== Records to use

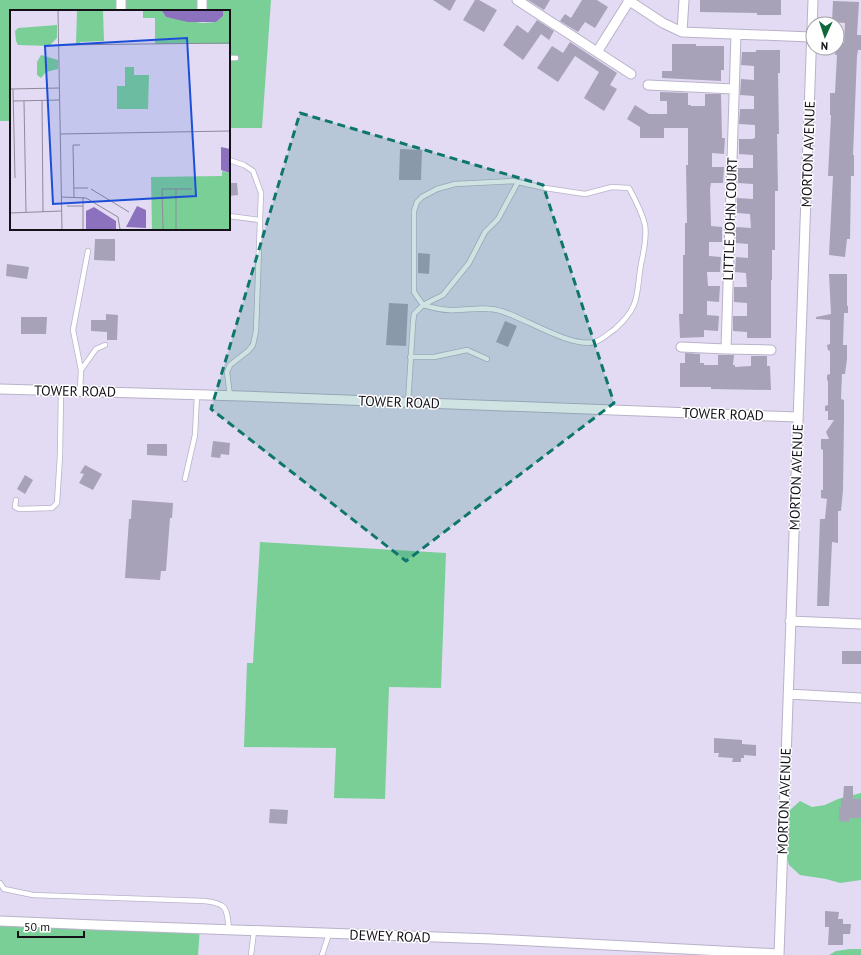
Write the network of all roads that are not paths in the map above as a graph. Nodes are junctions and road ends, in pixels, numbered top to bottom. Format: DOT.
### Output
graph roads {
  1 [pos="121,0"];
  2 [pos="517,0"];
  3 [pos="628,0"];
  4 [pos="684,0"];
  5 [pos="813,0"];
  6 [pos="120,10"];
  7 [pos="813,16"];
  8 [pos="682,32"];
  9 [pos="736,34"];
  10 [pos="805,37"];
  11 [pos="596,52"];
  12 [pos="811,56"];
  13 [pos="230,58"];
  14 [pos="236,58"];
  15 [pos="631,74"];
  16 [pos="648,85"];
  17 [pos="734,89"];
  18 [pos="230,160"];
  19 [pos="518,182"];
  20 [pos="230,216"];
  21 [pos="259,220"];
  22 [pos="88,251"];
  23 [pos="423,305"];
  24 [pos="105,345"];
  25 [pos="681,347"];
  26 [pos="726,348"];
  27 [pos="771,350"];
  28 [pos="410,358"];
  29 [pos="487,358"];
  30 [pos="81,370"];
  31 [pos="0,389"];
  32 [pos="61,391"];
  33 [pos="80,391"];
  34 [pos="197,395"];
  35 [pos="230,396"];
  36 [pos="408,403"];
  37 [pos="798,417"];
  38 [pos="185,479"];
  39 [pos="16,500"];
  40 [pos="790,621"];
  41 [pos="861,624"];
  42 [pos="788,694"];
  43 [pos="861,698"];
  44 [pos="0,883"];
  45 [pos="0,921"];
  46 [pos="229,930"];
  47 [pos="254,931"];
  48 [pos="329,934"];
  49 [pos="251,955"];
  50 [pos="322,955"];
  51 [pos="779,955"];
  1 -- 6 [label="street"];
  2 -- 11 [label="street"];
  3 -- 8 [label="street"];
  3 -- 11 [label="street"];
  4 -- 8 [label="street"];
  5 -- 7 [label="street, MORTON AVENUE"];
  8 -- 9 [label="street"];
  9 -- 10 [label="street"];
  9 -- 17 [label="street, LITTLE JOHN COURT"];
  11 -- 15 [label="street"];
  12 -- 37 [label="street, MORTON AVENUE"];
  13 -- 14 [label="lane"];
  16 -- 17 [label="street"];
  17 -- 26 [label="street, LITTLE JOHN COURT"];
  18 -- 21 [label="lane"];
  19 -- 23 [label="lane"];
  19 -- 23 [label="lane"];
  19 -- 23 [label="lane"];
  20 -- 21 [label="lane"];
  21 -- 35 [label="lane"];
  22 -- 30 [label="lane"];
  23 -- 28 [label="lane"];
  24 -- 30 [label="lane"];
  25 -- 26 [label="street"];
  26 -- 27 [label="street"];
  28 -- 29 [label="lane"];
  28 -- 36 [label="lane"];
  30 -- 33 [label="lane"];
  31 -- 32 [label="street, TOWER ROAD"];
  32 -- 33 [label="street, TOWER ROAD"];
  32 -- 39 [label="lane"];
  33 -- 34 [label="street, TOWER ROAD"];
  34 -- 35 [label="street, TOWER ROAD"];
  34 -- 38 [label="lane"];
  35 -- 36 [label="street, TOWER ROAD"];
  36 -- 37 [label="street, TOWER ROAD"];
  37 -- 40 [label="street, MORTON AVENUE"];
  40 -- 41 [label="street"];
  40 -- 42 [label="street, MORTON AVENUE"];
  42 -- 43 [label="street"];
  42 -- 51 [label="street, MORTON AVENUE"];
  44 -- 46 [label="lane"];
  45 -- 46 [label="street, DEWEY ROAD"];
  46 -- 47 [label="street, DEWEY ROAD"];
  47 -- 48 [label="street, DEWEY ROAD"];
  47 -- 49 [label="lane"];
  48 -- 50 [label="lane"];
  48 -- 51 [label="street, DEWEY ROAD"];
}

====

Task directions
Copy out each line of the data exactly as it reads; skip the pictures.

Solution
Write the network of all roads that are not paths in the map above as a graph. Nodes are junctions and road ends, in pixels, numbered top to bottom. Format: DOT.
### Output
graph roads {
  1 [pos="121,0"];
  2 [pos="517,0"];
  3 [pos="628,0"];
  4 [pos="684,0"];
  5 [pos="813,0"];
  6 [pos="120,10"];
  7 [pos="813,16"];
  8 [pos="682,32"];
  9 [pos="736,34"];
  10 [pos="805,37"];
  11 [pos="596,52"];
  12 [pos="811,56"];
  13 [pos="230,58"];
  14 [pos="236,58"];
  15 [pos="631,74"];
  16 [pos="648,85"];
  17 [pos="734,89"];
  18 [pos="230,160"];
  19 [pos="518,182"];
  20 [pos="230,216"];
  21 [pos="259,220"];
  22 [pos="88,251"];
  23 [pos="423,305"];
  24 [pos="105,345"];
  25 [pos="681,347"];
  26 [pos="726,348"];
  27 [pos="771,350"];
  28 [pos="410,358"];
  29 [pos="487,358"];
  30 [pos="81,370"];
  31 [pos="0,389"];
  32 [pos="61,391"];
  33 [pos="80,391"];
  34 [pos="197,395"];
  35 [pos="230,396"];
  36 [pos="408,403"];
  37 [pos="798,417"];
  38 [pos="185,479"];
  39 [pos="16,500"];
  40 [pos="790,621"];
  41 [pos="861,624"];
  42 [pos="788,694"];
  43 [pos="861,698"];
  44 [pos="0,883"];
  45 [pos="0,921"];
  46 [pos="229,930"];
  47 [pos="254,931"];
  48 [pos="329,934"];
  49 [pos="251,955"];
  50 [pos="322,955"];
  51 [pos="779,955"];
  1 -- 6 [label="street"];
  2 -- 11 [label="street"];
  3 -- 8 [label="street"];
  3 -- 11 [label="street"];
  4 -- 8 [label="street"];
  5 -- 7 [label="street, MORTON AVENUE"];
  8 -- 9 [label="street"];
  9 -- 10 [label="street"];
  9 -- 17 [label="street, LITTLE JOHN COURT"];
  11 -- 15 [label="street"];
  12 -- 37 [label="street, MORTON AVENUE"];
  13 -- 14 [label="lane"];
  16 -- 17 [label="street"];
  17 -- 26 [label="street, LITTLE JOHN COURT"];
  18 -- 21 [label="lane"];
  19 -- 23 [label="lane"];
  19 -- 23 [label="lane"];
  19 -- 23 [label="lane"];
  20 -- 21 [label="lane"];
  21 -- 35 [label="lane"];
  22 -- 30 [label="lane"];
  23 -- 28 [label="lane"];
  24 -- 30 [label="lane"];
  25 -- 26 [label="street"];
  26 -- 27 [label="street"];
  28 -- 29 [label="lane"];
  28 -- 36 [label="lane"];
  30 -- 33 [label="lane"];
  31 -- 32 [label="street, TOWER ROAD"];
  32 -- 33 [label="street, TOWER ROAD"];
  32 -- 39 [label="lane"];
  33 -- 34 [label="street, TOWER ROAD"];
  34 -- 35 [label="street, TOWER ROAD"];
  34 -- 38 [label="lane"];
  35 -- 36 [label="street, TOWER ROAD"];
  36 -- 37 [label="street, TOWER ROAD"];
  37 -- 40 [label="street, MORTON AVENUE"];
  40 -- 41 [label="street"];
  40 -- 42 [label="street, MORTON AVENUE"];
  42 -- 43 [label="street"];
  42 -- 51 [label="street, MORTON AVENUE"];
  44 -- 46 [label="lane"];
  45 -- 46 [label="street, DEWEY ROAD"];
  46 -- 47 [label="street, DEWEY ROAD"];
  47 -- 48 [label="street, DEWEY ROAD"];
  47 -- 49 [label="lane"];
  48 -- 50 [label="lane"];
  48 -- 51 [label="street, DEWEY ROAD"];
}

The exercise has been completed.